Dipali Barthakur (30 January 1941 – 21 December 2018) was an Indian singer from Assam. Her songs were sung mainly in the Assamese language. She received the fourth-highest civilian award of India, the Padma Shri, in the year 1998.

==Early life==
Barthakur was born in 1941 to Bishwanath Borthakur and Chandrakanti Devi in Sonari at Sivasagar, Assam.

==Musical career==
Barthakur started her career as a singer early. When she was studying in class nine, in 1958, she sang the song "Mor Bopai Lahori" on All India Radio, Guwahati, and the song "Joubone Amoni Kore Chenaidhon" for the film Lachit Borphukan (1959).

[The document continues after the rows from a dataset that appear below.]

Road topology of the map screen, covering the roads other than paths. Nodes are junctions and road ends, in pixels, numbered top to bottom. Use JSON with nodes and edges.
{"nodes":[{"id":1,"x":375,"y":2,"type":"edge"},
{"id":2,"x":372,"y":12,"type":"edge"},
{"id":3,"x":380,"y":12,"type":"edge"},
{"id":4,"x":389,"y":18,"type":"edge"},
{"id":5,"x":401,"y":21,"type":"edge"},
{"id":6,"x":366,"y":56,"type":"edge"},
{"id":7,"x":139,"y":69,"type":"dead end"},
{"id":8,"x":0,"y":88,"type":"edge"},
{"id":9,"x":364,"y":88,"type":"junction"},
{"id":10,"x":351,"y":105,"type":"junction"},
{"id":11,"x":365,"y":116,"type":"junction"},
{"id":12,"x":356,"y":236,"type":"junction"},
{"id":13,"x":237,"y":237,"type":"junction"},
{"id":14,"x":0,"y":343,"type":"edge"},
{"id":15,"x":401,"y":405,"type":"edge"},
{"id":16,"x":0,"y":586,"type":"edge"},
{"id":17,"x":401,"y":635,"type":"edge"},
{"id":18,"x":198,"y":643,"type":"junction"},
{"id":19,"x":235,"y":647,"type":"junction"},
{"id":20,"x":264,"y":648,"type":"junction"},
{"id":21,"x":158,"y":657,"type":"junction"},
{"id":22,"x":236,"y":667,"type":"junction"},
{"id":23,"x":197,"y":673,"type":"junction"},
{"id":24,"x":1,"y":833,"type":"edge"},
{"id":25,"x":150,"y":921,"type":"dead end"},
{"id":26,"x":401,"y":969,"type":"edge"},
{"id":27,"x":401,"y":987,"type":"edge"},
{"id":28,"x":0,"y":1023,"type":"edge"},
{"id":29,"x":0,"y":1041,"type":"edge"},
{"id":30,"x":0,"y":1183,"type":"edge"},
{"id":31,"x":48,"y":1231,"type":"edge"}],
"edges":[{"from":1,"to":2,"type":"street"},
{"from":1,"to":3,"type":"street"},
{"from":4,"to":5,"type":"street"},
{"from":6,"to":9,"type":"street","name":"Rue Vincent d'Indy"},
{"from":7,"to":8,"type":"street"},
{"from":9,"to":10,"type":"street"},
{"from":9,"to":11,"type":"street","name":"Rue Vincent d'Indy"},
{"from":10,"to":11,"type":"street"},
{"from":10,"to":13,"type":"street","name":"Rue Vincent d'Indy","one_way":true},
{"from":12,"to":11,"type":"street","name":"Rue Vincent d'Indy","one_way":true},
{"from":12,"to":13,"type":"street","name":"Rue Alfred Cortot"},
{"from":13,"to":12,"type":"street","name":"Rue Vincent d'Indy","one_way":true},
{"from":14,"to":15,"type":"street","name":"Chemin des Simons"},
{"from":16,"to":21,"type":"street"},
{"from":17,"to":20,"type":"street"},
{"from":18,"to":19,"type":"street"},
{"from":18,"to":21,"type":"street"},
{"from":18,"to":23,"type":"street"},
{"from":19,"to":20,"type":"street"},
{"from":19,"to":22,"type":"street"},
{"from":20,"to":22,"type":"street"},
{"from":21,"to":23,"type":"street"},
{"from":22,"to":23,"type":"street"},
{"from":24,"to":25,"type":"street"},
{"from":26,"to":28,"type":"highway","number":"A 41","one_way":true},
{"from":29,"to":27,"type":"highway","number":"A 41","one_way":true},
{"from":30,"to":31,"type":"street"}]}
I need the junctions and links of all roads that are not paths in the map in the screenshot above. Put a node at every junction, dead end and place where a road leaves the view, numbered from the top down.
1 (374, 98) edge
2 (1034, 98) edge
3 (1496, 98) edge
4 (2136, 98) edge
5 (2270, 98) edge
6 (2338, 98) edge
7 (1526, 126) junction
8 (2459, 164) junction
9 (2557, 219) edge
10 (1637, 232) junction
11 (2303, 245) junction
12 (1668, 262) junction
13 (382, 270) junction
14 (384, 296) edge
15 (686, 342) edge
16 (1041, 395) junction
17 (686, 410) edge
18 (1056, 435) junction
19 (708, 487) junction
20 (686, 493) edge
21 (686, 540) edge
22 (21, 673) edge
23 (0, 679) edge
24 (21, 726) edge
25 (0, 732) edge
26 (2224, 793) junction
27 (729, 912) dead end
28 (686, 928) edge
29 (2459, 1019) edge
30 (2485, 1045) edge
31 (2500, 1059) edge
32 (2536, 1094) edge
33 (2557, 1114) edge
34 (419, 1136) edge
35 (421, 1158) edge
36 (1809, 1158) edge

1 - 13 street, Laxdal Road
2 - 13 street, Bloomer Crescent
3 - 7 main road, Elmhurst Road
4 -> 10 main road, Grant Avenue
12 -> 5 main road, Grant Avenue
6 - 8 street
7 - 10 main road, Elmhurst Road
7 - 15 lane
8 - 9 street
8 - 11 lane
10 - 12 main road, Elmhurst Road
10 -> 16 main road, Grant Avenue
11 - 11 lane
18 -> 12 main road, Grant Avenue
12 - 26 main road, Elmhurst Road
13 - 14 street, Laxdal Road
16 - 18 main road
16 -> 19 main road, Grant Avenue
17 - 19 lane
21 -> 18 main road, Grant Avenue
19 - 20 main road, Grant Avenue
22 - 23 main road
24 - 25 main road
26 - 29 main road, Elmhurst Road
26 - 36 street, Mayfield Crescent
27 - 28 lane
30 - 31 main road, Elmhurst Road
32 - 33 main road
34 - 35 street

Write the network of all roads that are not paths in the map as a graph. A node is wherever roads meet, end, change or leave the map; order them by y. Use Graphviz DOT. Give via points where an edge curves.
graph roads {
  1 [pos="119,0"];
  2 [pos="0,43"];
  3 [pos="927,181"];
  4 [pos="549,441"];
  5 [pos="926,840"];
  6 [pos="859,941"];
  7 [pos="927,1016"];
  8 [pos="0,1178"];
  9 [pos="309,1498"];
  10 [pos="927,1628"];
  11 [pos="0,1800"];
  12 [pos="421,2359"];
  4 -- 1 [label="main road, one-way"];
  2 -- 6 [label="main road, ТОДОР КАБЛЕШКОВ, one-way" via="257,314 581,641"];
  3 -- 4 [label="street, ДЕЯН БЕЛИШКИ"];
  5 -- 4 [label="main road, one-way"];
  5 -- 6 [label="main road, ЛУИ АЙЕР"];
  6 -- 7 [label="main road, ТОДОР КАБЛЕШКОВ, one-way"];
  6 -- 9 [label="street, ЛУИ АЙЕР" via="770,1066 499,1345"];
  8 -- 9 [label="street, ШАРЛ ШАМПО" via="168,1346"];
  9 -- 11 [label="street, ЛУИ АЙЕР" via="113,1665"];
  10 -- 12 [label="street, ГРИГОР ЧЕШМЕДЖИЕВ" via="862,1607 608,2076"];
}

Some of her other popular Assamese songs are:

- "Sonor Kharu Nalage Muk"
- "Joubone Aamoni Kore, Chenaidhon"
- "Jundhone Junalite"
- "Konmana Boroxire Sip"
- "Senai Moi Jau Dei"
- "O' Bondhu Somoi Pale Amar Phale"

==Personal life==
Barthakur sang her last song "Luito nejabi boi" in 1969. After that she began suffering from a severe motor neuron disease which hindered her singing and forced her to use a wheelchair. In 1976 she married Neel Pawan Barua, an eminent Indian artist and painter from Assam and son of renowned Assamese writer Binanda Chandra Barua.

Barthakur died on 21 December 2018 at Nemcare Hospital, Guwahati, after a prolonged illness. She was known as "Nightingale of Assam".

==Awards==
Barthakur was honored many times, most notably with the Padma Shri award for folk and traditional music in 1990–92.

Some of her awards/ recognitions are listed below:
- Padma Shri (1998) for her contribution to the Arts by the Government of India.
- Silipi Bota (2010) from Government of Assam.
- Aideu Handique Silpi Award (2012) by the Sadou Asom Lekhika Somaroh Samiti.